***** Data to examine *****
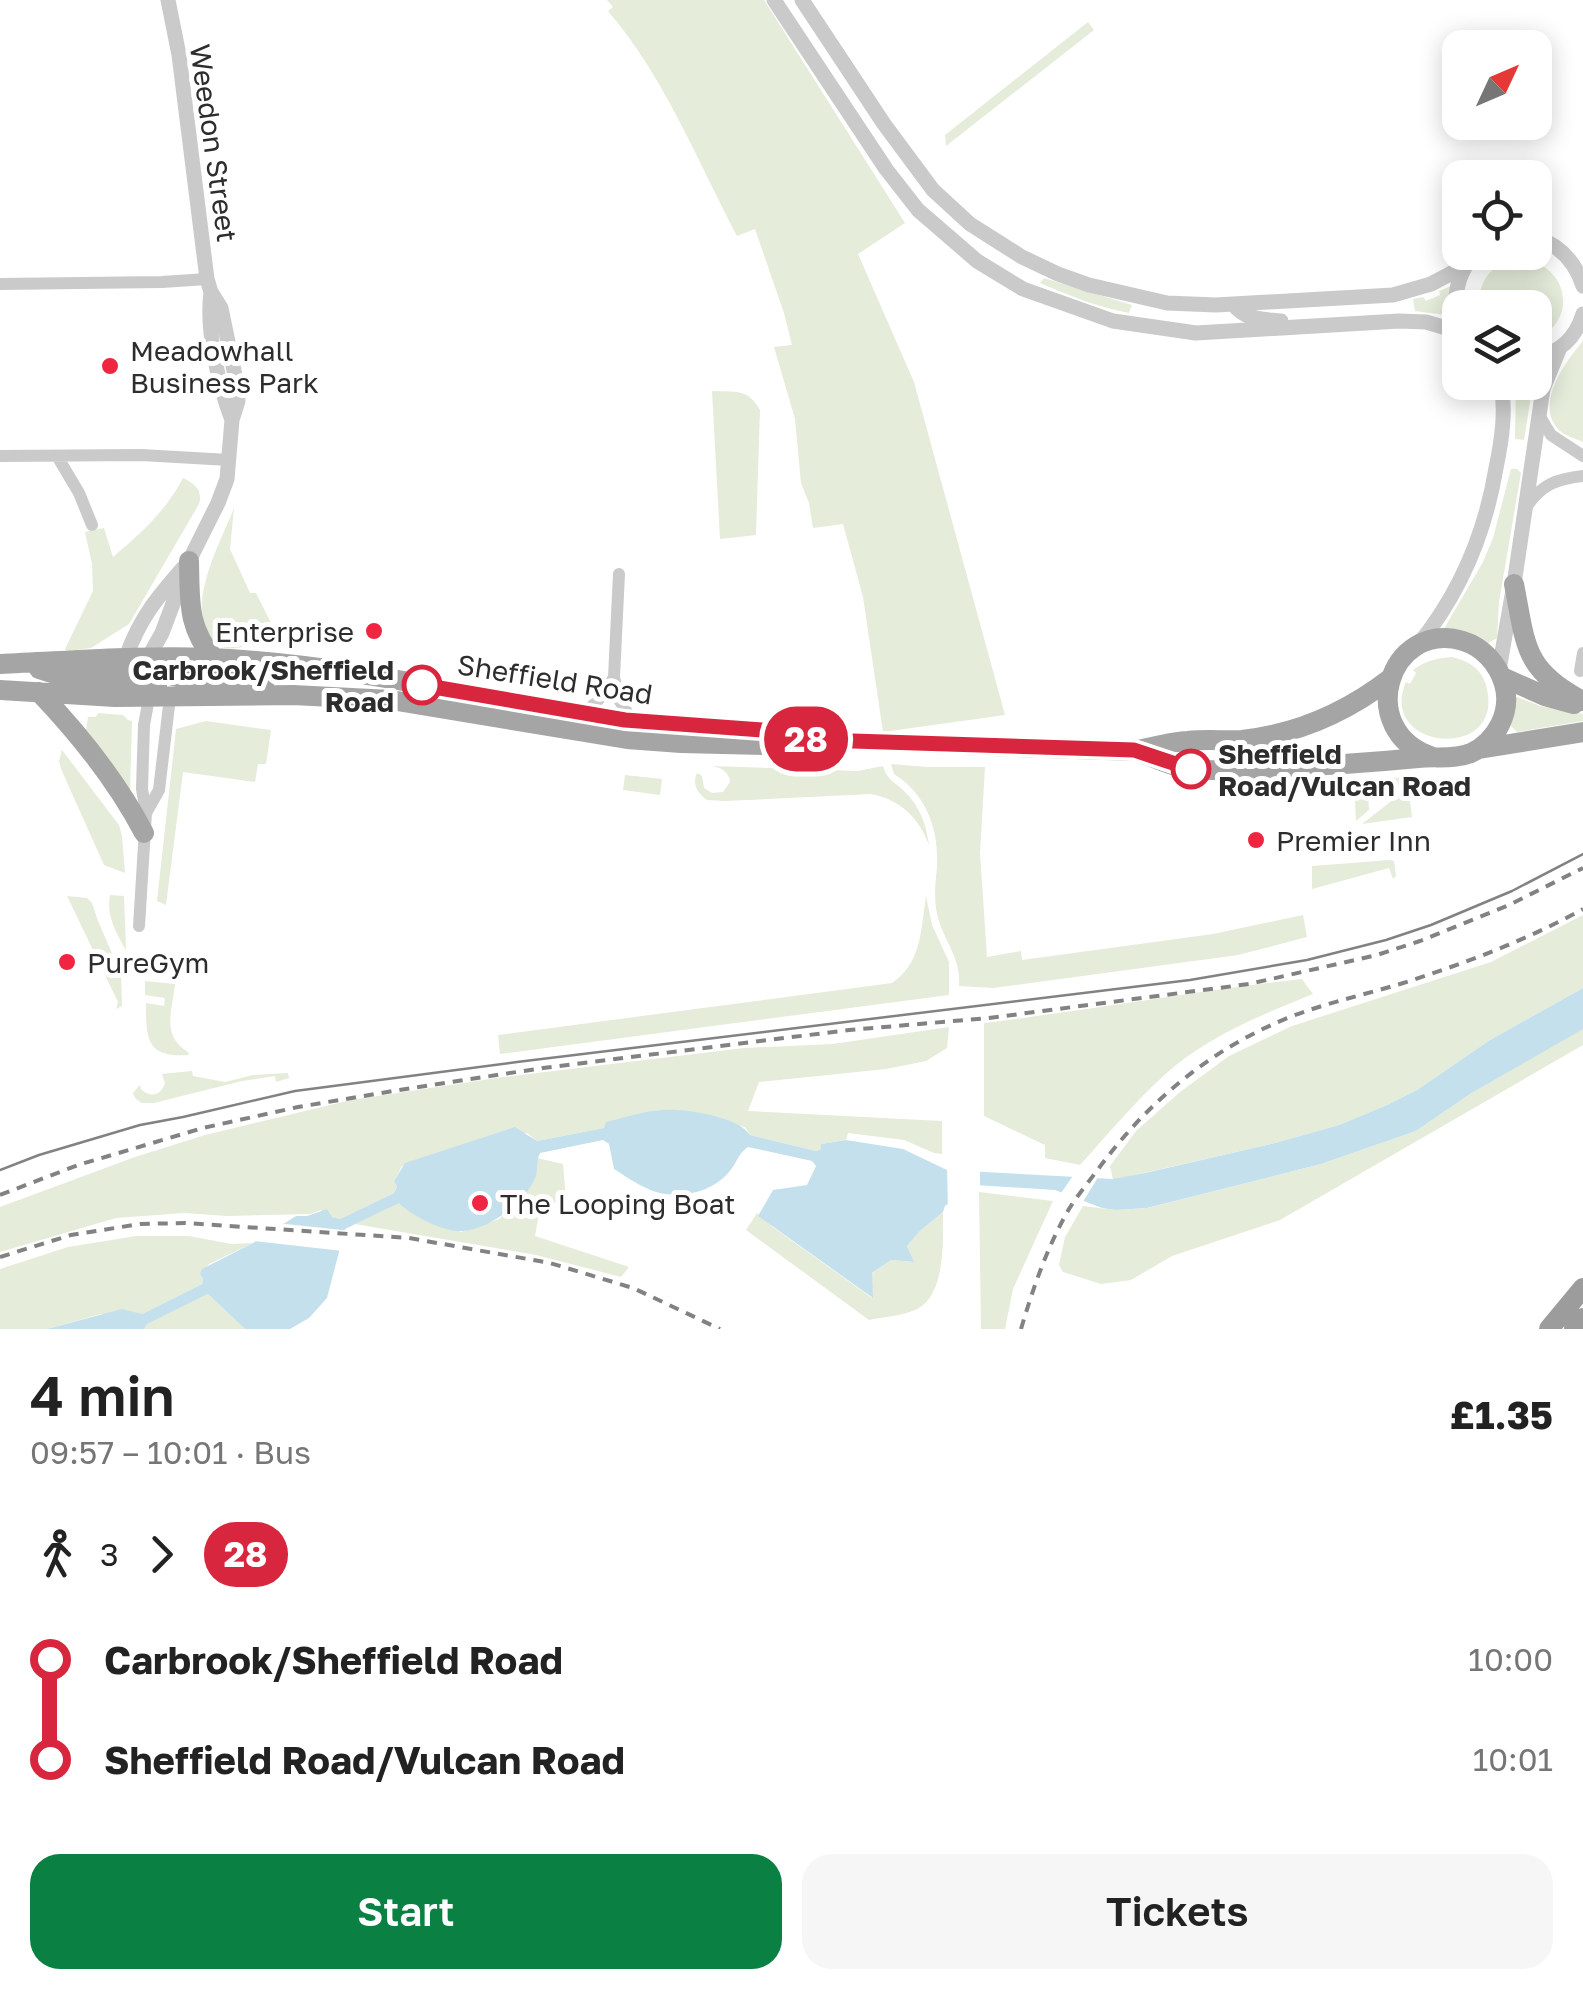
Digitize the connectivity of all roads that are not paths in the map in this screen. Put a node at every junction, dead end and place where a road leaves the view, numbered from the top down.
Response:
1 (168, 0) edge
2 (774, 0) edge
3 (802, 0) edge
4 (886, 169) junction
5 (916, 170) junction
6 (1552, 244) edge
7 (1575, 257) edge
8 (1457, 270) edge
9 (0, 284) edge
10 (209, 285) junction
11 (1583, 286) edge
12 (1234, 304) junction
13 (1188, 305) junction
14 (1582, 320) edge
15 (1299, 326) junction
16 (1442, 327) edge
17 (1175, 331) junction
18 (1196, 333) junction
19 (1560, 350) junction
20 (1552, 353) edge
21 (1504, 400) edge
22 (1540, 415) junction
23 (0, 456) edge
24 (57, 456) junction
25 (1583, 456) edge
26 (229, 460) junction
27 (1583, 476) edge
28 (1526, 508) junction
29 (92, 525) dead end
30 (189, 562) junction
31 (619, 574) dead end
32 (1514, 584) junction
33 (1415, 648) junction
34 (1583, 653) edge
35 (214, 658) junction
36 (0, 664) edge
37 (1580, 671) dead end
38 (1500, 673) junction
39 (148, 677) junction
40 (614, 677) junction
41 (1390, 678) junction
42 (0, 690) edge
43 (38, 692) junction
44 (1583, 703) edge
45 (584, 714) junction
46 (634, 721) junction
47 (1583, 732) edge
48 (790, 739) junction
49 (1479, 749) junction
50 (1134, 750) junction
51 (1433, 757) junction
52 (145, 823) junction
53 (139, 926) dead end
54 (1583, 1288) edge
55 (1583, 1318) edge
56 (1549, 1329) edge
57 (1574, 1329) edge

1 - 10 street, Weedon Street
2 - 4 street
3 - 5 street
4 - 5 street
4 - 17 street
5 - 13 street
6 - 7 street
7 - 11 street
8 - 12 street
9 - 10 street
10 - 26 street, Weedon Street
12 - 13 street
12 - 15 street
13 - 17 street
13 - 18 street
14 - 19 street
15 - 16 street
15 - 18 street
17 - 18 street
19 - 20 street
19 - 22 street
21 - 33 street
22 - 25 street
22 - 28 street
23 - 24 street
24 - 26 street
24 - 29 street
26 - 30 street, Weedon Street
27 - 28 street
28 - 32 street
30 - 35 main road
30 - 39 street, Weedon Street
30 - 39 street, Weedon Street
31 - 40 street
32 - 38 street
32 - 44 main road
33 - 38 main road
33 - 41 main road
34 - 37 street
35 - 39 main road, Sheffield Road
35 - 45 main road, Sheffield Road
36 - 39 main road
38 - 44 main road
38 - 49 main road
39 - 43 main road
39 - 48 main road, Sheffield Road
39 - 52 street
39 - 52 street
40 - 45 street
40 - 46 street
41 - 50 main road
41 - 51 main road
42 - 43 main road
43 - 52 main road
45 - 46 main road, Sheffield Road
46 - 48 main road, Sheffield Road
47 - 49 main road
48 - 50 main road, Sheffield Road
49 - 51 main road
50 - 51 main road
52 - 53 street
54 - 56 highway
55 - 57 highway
*****
> Exercise instructions
Leave the pictures aside and give the records above back word for word.

> Output below
Digitize the connectivity of all roads that are not paths in the map in this screen. Put a node at every junction, dead end and place where a road leaves the view, numbered from the top down.
Response:
1 (168, 0) edge
2 (774, 0) edge
3 (802, 0) edge
4 (886, 169) junction
5 (916, 170) junction
6 (1552, 244) edge
7 (1575, 257) edge
8 (1457, 270) edge
9 (0, 284) edge
10 (209, 285) junction
11 (1583, 286) edge
12 (1234, 304) junction
13 (1188, 305) junction
14 (1582, 320) edge
15 (1299, 326) junction
16 (1442, 327) edge
17 (1175, 331) junction
18 (1196, 333) junction
19 (1560, 350) junction
20 (1552, 353) edge
21 (1504, 400) edge
22 (1540, 415) junction
23 (0, 456) edge
24 (57, 456) junction
25 (1583, 456) edge
26 (229, 460) junction
27 (1583, 476) edge
28 (1526, 508) junction
29 (92, 525) dead end
30 (189, 562) junction
31 (619, 574) dead end
32 (1514, 584) junction
33 (1415, 648) junction
34 (1583, 653) edge
35 (214, 658) junction
36 (0, 664) edge
37 (1580, 671) dead end
38 (1500, 673) junction
39 (148, 677) junction
40 (614, 677) junction
41 (1390, 678) junction
42 (0, 690) edge
43 (38, 692) junction
44 (1583, 703) edge
45 (584, 714) junction
46 (634, 721) junction
47 (1583, 732) edge
48 (790, 739) junction
49 (1479, 749) junction
50 (1134, 750) junction
51 (1433, 757) junction
52 (145, 823) junction
53 (139, 926) dead end
54 (1583, 1288) edge
55 (1583, 1318) edge
56 (1549, 1329) edge
57 (1574, 1329) edge

1 - 10 street, Weedon Street
2 - 4 street
3 - 5 street
4 - 5 street
4 - 17 street
5 - 13 street
6 - 7 street
7 - 11 street
8 - 12 street
9 - 10 street
10 - 26 street, Weedon Street
12 - 13 street
12 - 15 street
13 - 17 street
13 - 18 street
14 - 19 street
15 - 16 street
15 - 18 street
17 - 18 street
19 - 20 street
19 - 22 street
21 - 33 street
22 - 25 street
22 - 28 street
23 - 24 street
24 - 26 street
24 - 29 street
26 - 30 street, Weedon Street
27 - 28 street
28 - 32 street
30 - 35 main road
30 - 39 street, Weedon Street
30 - 39 street, Weedon Street
31 - 40 street
32 - 38 street
32 - 44 main road
33 - 38 main road
33 - 41 main road
34 - 37 street
35 - 39 main road, Sheffield Road
35 - 45 main road, Sheffield Road
36 - 39 main road
38 - 44 main road
38 - 49 main road
39 - 43 main road
39 - 48 main road, Sheffield Road
39 - 52 street
39 - 52 street
40 - 45 street
40 - 46 street
41 - 50 main road
41 - 51 main road
42 - 43 main road
43 - 52 main road
45 - 46 main road, Sheffield Road
46 - 48 main road, Sheffield Road
47 - 49 main road
48 - 50 main road, Sheffield Road
49 - 51 main road
50 - 51 main road
52 - 53 street
54 - 56 highway
55 - 57 highway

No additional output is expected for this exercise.